PAUD DAHLIA TERUSIR,40 ANAK DIDIK TERLANTAR.


Seluma, JendelaIndo - Paud Dahlia berlegalitas lengkap Terakreditasi B dan telah melakukan kegiatan belajar mengajar sejak Tahun 2014 Terusir oleh Kepala Desa Padang Genting yang baru terpilih.


Hasil konfirmasi Awak Media JendelaIndo Azwanto Kepada Guru Paud Dahlia mengatakan sudah meminta Pendamping kepada JPKP Jaringan Pendamping Kebijakan Pembangunan(12/04/21).


JPKP Seluma mengatakan Hal ini sangat disayangkan dikarenakan kurang lebih anak didik di bawah umur menjadi korban tidak memiliki tempat aktifitas belajar yang layak, melainkan belajar di Dapur salah satu  rumah guru Paud Dahlia.


JPKP Seluma telah berupaya meluruskan permasalahan ini mulai dari tingkat Desa, Instansi Kabupaten,APH Polres Seluma sampai ketingkat Provisi,sampai sekarang belum menemukan penyelesaian dalam permasalahan ini, JPKP Seluma masih menunggu hasil dari Ketum JPKP Bapak Maret Samuel Sueken yang menunggu hasil dari Kapolnas.


Kronologi Paud Dahlia disampaikan oleh Guru Paud Dahlia,Paud Dahlia memulai kegiatan belajar mengajar sejak tahun 2014 sampai Akhirnya ada masyarakat Desa Padang Genting menghibahkan tanah ke Desa tahun 2015,guna untuk kepentingan sarana pendidikan.
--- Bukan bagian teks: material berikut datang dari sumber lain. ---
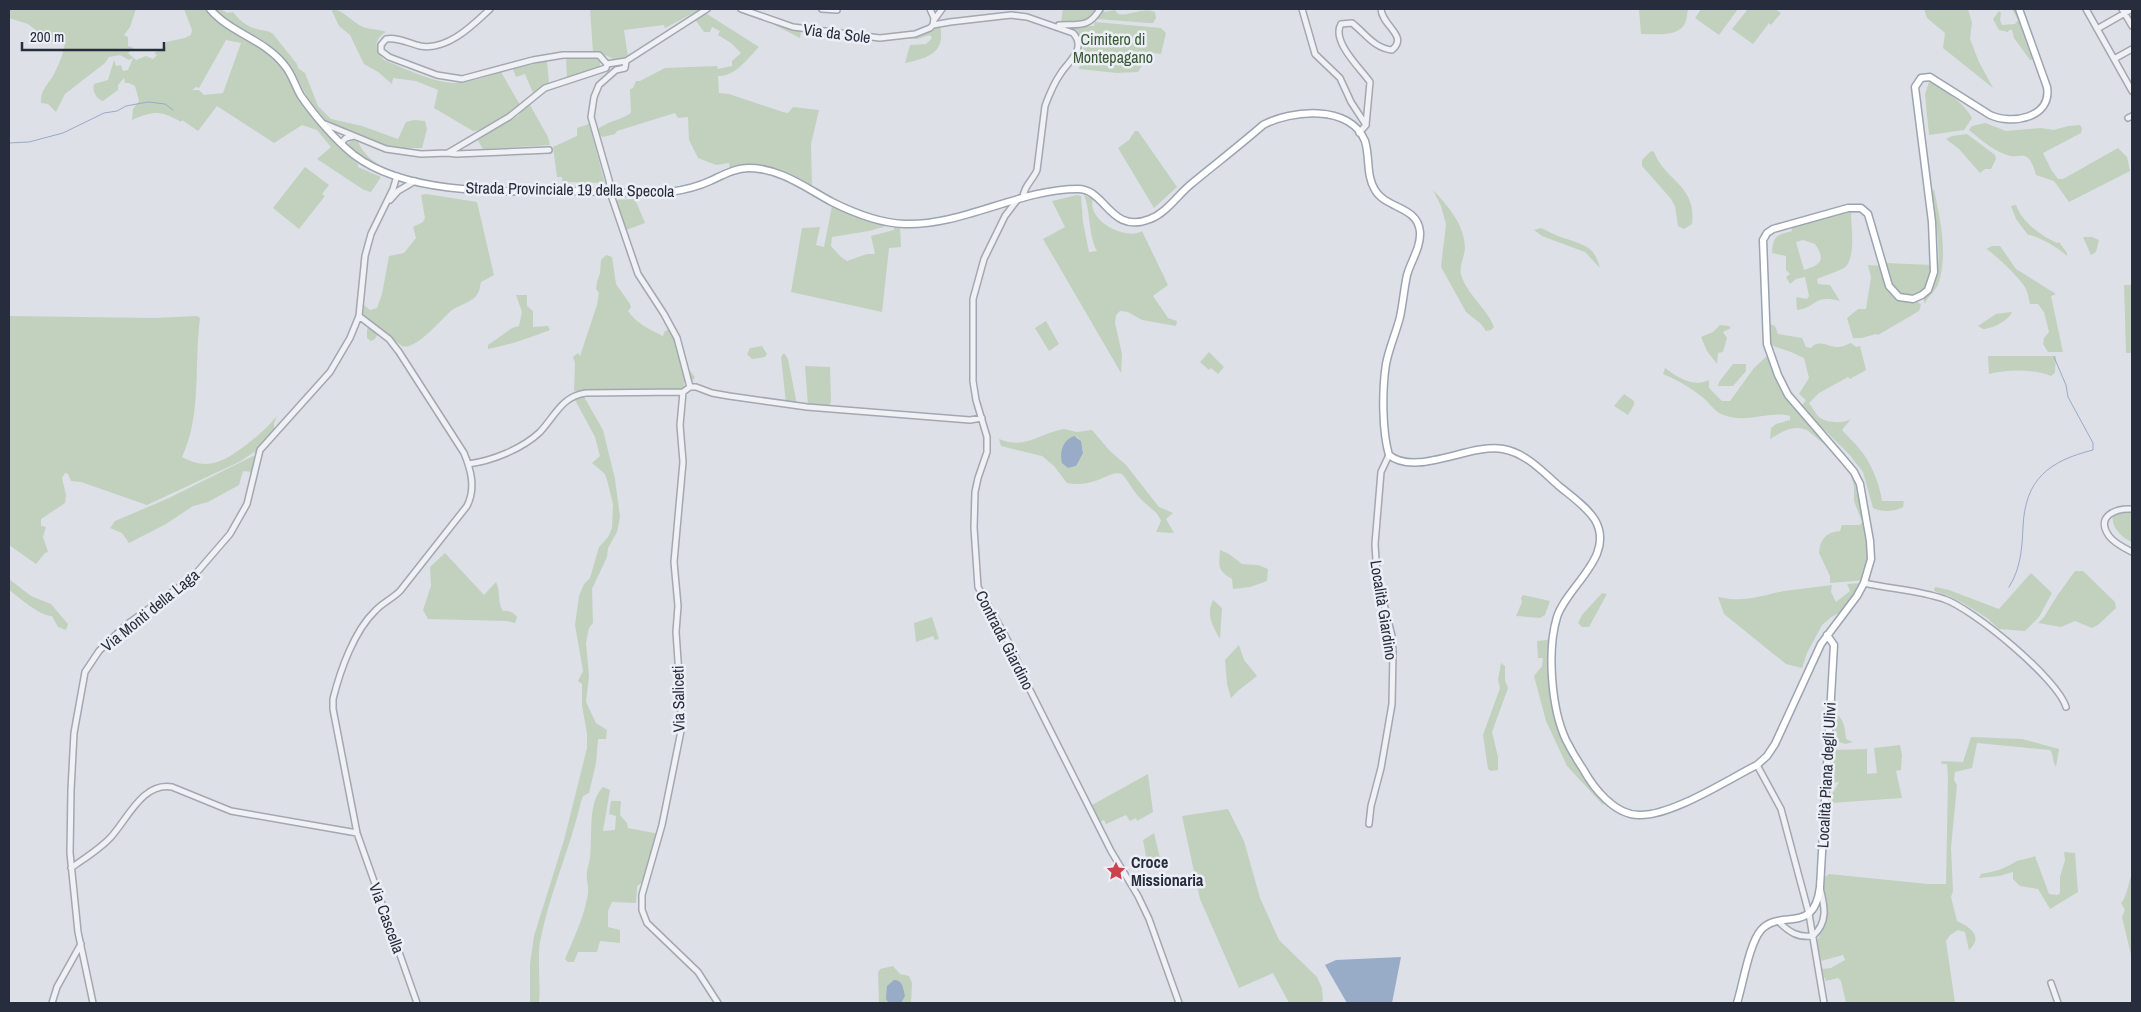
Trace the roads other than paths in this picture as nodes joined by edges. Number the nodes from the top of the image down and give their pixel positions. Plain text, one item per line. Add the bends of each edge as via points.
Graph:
1 (210, 9) edge
2 (490, 9) edge
3 (707, 9) edge
4 (741, 9) edge
5 (822, 9) edge
6 (930, 9) edge
7 (942, 9) edge
8 (1100, 9) edge
9 (1302, 9) edge
10 (1381, 9) edge
11 (2019, 9) edge
12 (2086, 9) edge
13 (2132, 9) edge
14 (837, 10) dead end
15 (2123, 11) edge
16 (934, 23) junction
17 (1056, 25) junction
18 (2132, 26) edge
19 (2097, 29) junction
20 (2132, 49) edge
21 (2114, 59) junction
22 (626, 61) junction
23 (607, 64) junction
24 (2132, 90) edge
25 (324, 124) junction
26 (1366, 125) junction
27 (1359, 133) junction
28 (354, 136) junction
29 (339, 141) junction
30 (549, 150) dead end
31 (448, 153) junction
32 (397, 176) junction
33 (415, 180) junction
34 (612, 192) junction
35 (1021, 198) junction
36 (384, 205) junction
37 (358, 316) junction
38 (690, 387) junction
39 (683, 392) junction
40 (982, 418) junction
41 (1389, 455) junction
42 (468, 464) junction
43 (2132, 509) edge
44 (2132, 552) edge
45 (1864, 583) junction
46 (1828, 635) junction
47 (2066, 707) dead end
48 (1757, 764) junction
49 (1369, 824) dead end
50 (357, 833) junction
51 (71, 868) junction
52 (1820, 887) junction
53 (1809, 914) junction
54 (1779, 922) junction
55 (1813, 936) junction
56 (81, 944) junction
57 (2051, 983) dead end
58 (52, 1003) edge
59 (93, 1003) edge
60 (417, 1003) edge
61 (718, 1003) edge
62 (1179, 1003) edge
63 (1737, 1003) edge
64 (1824, 1003) edge
65 (2058, 1003) edge

1 - 25 main road, Strada Provinciale 19 della Specola via 286,66 301,95
2 - 23 street via 445,43 421,46 394,38 386,39 381,45 382,51 397,60 453,78 475,77 563,55 599,55
3 - 22 street
4 - 16 street, Via da Sole via 793,27 880,38 914,34
5 - 14 street
6 - 16 street
7 - 16 street
8 - 17 street via 1093,20
9 - 26 street via 1315,54 1340,78
10 - 26 street via 1382,18 1398,40 1392,50 1374,44 1352,23 1342,24 1339,28 1341,43 1370,82
11 - 45 main road via 2047,87 2048,96 2041,109 2021,118 1999,118 1929,77 1918,81 1915,92 1933,241 1934,272 1928,290 1913,299 1904,299 1889,286 1868,214 1861,208 1848,208 1774,229 1763,240 1767,344 1788,395 1854,472 1860,484 1871,559
12 - 19 street
13 - 15 street
15 - 18 street
15 - 19 street
16 - 17 street, Via da Sole via 1011,15
17 - 35 street, Contrada Giardino via 1074,33 1079,45 1060,73 1045,106 1037,170
19 - 21 street
20 - 21 street
21 - 24 street
22 - 23 street
22 - 34 street via 625,68 616,70 600,85 592,107 591,117
23 - 31 street via 596,73 545,88 509,117
25 - 28 street
25 - 29 main road, Strada Provinciale 19 della Specola
26 - 27 street
27 - 35 main road, Strada Provinciale 19 della Specola via 1351,124 1329,115 1295,115 1272,120 1167,208 1144,221 1118,218 1087,190
27 - 41 main road via 1367,149 1375,191 1408,212 1420,230 1386,363 1385,429
28 - 29 street via 342,134
28 - 31 street via 386,149
29 - 32 main road, Strada Provinciale 19 della Specola via 364,162
30 - 31 street
32 - 33 main road, Strada Provinciale 19 della Specola
32 - 36 street, Via Monti della Laga
33 - 34 main road, Strada Provinciale 19 della Specola via 484,191
33 - 36 street, Via Monti della Laga
34 - 35 main road, Strada Provinciale 19 della Specola via 670,192 696,186 734,170 756,168 786,177 856,212 905,224 974,212
34 - 38 street via 638,274 677,338
35 - 40 street, Contrada Giardino via 1005,216 984,259 973,299 973,380
36 - 37 street, Via Monti della Laga via 365,256
37 - 42 street, Via Cascella via 389,339
37 - 51 street, Via Monti della Laga via 350,338 330,372 260,450 248,504 230,534 192,578 126,625 87,666 73,742
38 - 39 street
38 - 40 street via 807,407 970,420
39 - 42 street via 576,394 559,408 539,433 521,445 487,460
39 - 61 street, Via Saliceti via 680,426 683,462 674,562 681,731 662,825 641,904 648,923 698,972
40 - 62 street, Contrada Giardino via 987,452 975,492 978,587 1111,852 1138,896
41 - 48 main road via 1399,461 1424,462 1490,448 1513,452 1531,462 1595,519 1600,535 1598,553 1558,615 1552,671 1565,738 1588,779 1607,800 1621,810 1638,815 1656,814
41 - 49 street, Località Giardino via 1381,472 1374,544 1377,576 1392,636 1392,704
42 - 50 street, Via Cascella via 472,496 467,506 400,591 376,609 360,628 336,689 333,709
43 - 44 street via 2112,511 2105,524 2109,536
45 - 46 main road
45 - 47 street via 1944,599 1987,624 2050,683 2064,699
46 - 48 main road via 1775,744
46 - 52 main road, Località Piana degli Ulivi via 1834,645
48 - 53 street, Località Piana degli Ulivi via 1781,809
50 - 51 street via 231,811 162,786 150,792 131,810 102,846
50 - 60 street, Via Cascella
51 - 56 street, Via Monti della Laga
52 - 53 main road, Località Piana degli Ulivi via 1817,905
52 - 55 street via 1824,920
53 - 54 main road
53 - 55 street
54 - 55 street via 1793,934
54 - 63 main road via 1761,930 1750,953
55 - 64 street
56 - 58 street via 57,987
56 - 59 street, Via Monti della Laga
57 - 65 street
Pada tahun 2016 Kepala Desa Padang Genting An.Endang Miharjo sepakat mengungkapkan dana desa membangun gedung untuk fasilitas kegiatan belajar Paud Dahlia.


Pada tahun 2019 pergantian Kepala Desa Endang Miharjo yang digantikan Yuli Ikhwan melakukan pengusiran terhadap Paud Dahlia Secara Otomatis murid Paud Dahlia kurang lebih 40 orang yang telah Terakreditasi B dengan alasan Paud Dahlia bukan milik Desa melainkan Perorangan.


Hal ini berawal dari tahun 2019 salah satu perangkat desa memberitahukan kepada Guru Paud Dahlia bahwasanya insentif Guru Paud Dahlia telah di berikan dan sudah ditandatangani oleh kaur keuangan desa,hal ini Guru Paud Dahlia tidak menerima maka Guru Paud Dahlia berinisiatif menanyakan langsung kepada Sektaris desa dan Kepala Desa menyangkal bahwasanya insentif Paud di alihkan kepada Paud Kasih Bunda yang baru yang di bilang Pemerintah Desa Paud Kasih Bunda adalah Paud Desa BUMD(Badan Usaha Milik Desa)belum melakukan aktivitas kegiatan belajar mengajar sama sekali.


Setelah Guru Paud Dahlia terusir dari Gedung tempat meraka melakukan kegiatan belajar, Paud Dahlia melakukan kegiatan belajar mengajar di Dapur rumah salah satu Guru Paud Dahlia.


Pada tahun 2020 guru paud Dahlia sangat tidak mendapatkan keadilan dalam hal kesejahteraan tidak sama sekali di berikan Insentif oleh pemdes, sedangkan Paud yang baru Kasih Bunda melakukan kegiatan belajar mengajar lebih kurang 5 bulan mendapatkan Insentif yang dinilai sangat Fantastis.


Dengan permasalahan ini Guru Paud Dahlia menilai ketidak Manusiawi,Kesewenang yang menggunakan kekuasaan Jabatan menzolimi kami sebagai masyarakat Desa Padang Genting sendiri tidak mendapatkan keadilan sama sekali.


JPKP Seluma meminta kepada pihak Instansi terkait bekerjasama kepada APH Polres Seluma untuk mengkaji Ulang dan mencari penyelesaian sesuai Aturan Hukum yang berlaku.